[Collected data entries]
+++

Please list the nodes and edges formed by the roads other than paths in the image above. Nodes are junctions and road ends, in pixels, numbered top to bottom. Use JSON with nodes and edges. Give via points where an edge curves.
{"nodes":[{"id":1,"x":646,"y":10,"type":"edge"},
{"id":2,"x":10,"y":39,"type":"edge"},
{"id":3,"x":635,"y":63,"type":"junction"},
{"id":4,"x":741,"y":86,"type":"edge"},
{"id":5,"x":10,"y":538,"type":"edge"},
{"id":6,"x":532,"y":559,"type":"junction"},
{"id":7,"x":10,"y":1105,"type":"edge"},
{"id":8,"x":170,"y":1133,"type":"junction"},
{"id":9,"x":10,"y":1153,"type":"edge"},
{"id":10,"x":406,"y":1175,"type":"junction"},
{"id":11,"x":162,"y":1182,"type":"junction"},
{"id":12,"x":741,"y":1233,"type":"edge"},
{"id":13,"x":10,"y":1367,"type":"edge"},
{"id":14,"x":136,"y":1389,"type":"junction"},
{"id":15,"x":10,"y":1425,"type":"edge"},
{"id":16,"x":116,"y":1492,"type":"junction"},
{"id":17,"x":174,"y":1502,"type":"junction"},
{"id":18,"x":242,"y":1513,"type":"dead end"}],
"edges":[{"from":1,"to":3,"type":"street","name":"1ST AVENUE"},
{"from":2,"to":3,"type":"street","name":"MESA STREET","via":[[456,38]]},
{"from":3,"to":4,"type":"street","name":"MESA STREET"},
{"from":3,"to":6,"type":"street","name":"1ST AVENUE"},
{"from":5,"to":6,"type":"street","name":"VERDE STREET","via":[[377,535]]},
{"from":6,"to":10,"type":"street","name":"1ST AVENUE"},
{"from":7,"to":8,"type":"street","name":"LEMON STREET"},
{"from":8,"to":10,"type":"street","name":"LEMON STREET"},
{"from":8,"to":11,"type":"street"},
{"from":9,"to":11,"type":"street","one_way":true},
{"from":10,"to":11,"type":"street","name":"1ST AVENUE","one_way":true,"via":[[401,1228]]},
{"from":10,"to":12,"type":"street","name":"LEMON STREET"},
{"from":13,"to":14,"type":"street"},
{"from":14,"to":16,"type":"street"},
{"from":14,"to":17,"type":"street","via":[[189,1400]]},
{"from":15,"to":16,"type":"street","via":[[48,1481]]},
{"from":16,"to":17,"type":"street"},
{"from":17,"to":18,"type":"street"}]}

+++

Write the entries out once more, exactly as they were given.

Please list the nodes and edges formed by the roads other than paths in the image above. Nodes are junctions and road ends, in pixels, numbered top to bottom. Use JSON with nodes and edges. Give via points where an edge curves.
{"nodes":[{"id":1,"x":646,"y":10,"type":"edge"},
{"id":2,"x":10,"y":39,"type":"edge"},
{"id":3,"x":635,"y":63,"type":"junction"},
{"id":4,"x":741,"y":86,"type":"edge"},
{"id":5,"x":10,"y":538,"type":"edge"},
{"id":6,"x":532,"y":559,"type":"junction"},
{"id":7,"x":10,"y":1105,"type":"edge"},
{"id":8,"x":170,"y":1133,"type":"junction"},
{"id":9,"x":10,"y":1153,"type":"edge"},
{"id":10,"x":406,"y":1175,"type":"junction"},
{"id":11,"x":162,"y":1182,"type":"junction"},
{"id":12,"x":741,"y":1233,"type":"edge"},
{"id":13,"x":10,"y":1367,"type":"edge"},
{"id":14,"x":136,"y":1389,"type":"junction"},
{"id":15,"x":10,"y":1425,"type":"edge"},
{"id":16,"x":116,"y":1492,"type":"junction"},
{"id":17,"x":174,"y":1502,"type":"junction"},
{"id":18,"x":242,"y":1513,"type":"dead end"}],
"edges":[{"from":1,"to":3,"type":"street","name":"1ST AVENUE"},
{"from":2,"to":3,"type":"street","name":"MESA STREET","via":[[456,38]]},
{"from":3,"to":4,"type":"street","name":"MESA STREET"},
{"from":3,"to":6,"type":"street","name":"1ST AVENUE"},
{"from":5,"to":6,"type":"street","name":"VERDE STREET","via":[[377,535]]},
{"from":6,"to":10,"type":"street","name":"1ST AVENUE"},
{"from":7,"to":8,"type":"street","name":"LEMON STREET"},
{"from":8,"to":10,"type":"street","name":"LEMON STREET"},
{"from":8,"to":11,"type":"street"},
{"from":9,"to":11,"type":"street","one_way":true},
{"from":10,"to":11,"type":"street","name":"1ST AVENUE","one_way":true,"via":[[401,1228]]},
{"from":10,"to":12,"type":"street","name":"LEMON STREET"},
{"from":13,"to":14,"type":"street"},
{"from":14,"to":16,"type":"street"},
{"from":14,"to":17,"type":"street","via":[[189,1400]]},
{"from":15,"to":16,"type":"street","via":[[48,1481]]},
{"from":16,"to":17,"type":"street"},
{"from":17,"to":18,"type":"street"}]}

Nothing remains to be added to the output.